++++ PROVIDED INFORMATION

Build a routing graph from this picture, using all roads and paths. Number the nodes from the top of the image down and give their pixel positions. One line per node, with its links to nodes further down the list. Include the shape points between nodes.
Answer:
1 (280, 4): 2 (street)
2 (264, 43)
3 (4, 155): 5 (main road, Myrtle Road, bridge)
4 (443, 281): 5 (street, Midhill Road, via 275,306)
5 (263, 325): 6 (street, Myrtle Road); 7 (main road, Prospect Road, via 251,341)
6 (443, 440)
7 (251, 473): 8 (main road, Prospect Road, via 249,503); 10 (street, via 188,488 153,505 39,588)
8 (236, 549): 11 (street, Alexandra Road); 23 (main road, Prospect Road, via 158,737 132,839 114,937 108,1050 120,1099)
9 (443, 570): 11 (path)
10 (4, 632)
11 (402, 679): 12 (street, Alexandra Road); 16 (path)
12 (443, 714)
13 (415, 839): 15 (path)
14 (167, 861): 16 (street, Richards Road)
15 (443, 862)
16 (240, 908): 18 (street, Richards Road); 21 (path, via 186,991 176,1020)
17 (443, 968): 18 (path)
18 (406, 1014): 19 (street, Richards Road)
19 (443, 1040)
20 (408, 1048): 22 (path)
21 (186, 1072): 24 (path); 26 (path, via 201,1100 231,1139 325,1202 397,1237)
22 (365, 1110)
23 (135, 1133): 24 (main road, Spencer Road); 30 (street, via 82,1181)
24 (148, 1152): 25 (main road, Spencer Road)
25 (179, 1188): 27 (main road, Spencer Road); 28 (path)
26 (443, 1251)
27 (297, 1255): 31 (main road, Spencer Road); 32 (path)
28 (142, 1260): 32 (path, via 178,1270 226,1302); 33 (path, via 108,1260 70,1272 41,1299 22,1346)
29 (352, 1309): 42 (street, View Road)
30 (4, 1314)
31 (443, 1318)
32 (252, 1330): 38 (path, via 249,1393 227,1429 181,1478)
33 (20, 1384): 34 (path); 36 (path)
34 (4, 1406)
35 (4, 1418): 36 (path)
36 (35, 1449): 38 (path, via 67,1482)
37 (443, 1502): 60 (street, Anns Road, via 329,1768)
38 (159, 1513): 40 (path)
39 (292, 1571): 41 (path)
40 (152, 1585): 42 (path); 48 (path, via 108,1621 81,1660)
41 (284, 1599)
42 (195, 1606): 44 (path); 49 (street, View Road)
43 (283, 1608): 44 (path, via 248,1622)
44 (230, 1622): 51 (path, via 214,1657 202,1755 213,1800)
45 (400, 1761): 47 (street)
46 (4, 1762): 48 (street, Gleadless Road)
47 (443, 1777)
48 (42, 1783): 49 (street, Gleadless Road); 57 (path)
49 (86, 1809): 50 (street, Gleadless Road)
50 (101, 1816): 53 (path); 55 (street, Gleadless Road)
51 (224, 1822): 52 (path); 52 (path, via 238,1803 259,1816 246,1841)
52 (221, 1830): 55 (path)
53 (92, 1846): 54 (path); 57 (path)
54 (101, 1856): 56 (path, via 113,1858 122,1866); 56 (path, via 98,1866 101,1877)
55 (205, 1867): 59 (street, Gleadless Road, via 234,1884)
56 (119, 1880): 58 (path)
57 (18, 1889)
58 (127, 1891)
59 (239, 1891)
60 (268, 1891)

++++++++

WHAT IS NEEDED: What lines of the listing above hold "View"? Copy all of them.

RESULT OF THE EXERCISE:
29 (352, 1309): 42 (street, View Road)
42 (195, 1606): 44 (path); 49 (street, View Road)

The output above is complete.